Set every line of the listing down again, keeping it identical.

_ _ _ _

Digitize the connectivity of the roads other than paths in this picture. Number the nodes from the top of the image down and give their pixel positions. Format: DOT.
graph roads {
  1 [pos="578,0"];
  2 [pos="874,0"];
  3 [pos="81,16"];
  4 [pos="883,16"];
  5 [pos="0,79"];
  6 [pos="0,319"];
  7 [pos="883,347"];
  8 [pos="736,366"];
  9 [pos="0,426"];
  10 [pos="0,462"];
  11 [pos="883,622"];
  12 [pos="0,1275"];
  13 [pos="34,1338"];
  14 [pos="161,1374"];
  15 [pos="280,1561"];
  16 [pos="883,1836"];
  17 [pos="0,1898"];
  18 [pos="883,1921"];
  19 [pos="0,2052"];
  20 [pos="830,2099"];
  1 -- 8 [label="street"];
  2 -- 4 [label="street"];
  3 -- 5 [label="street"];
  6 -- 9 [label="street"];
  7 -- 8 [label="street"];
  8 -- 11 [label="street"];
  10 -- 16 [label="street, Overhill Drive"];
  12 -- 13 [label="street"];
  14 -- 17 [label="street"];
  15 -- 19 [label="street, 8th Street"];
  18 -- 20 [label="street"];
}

_ _ _ _

SOLUTION »
Digitize the connectivity of the roads other than paths in this picture. Number the nodes from the top of the image down and give their pixel positions. Format: DOT.
graph roads {
  1 [pos="578,0"];
  2 [pos="874,0"];
  3 [pos="81,16"];
  4 [pos="883,16"];
  5 [pos="0,79"];
  6 [pos="0,319"];
  7 [pos="883,347"];
  8 [pos="736,366"];
  9 [pos="0,426"];
  10 [pos="0,462"];
  11 [pos="883,622"];
  12 [pos="0,1275"];
  13 [pos="34,1338"];
  14 [pos="161,1374"];
  15 [pos="280,1561"];
  16 [pos="883,1836"];
  17 [pos="0,1898"];
  18 [pos="883,1921"];
  19 [pos="0,2052"];
  20 [pos="830,2099"];
  1 -- 8 [label="street"];
  2 -- 4 [label="street"];
  3 -- 5 [label="street"];
  6 -- 9 [label="street"];
  7 -- 8 [label="street"];
  8 -- 11 [label="street"];
  10 -- 16 [label="street, Overhill Drive"];
  12 -- 13 [label="street"];
  14 -- 17 [label="street"];
  15 -- 19 [label="street, 8th Street"];
  18 -- 20 [label="street"];
}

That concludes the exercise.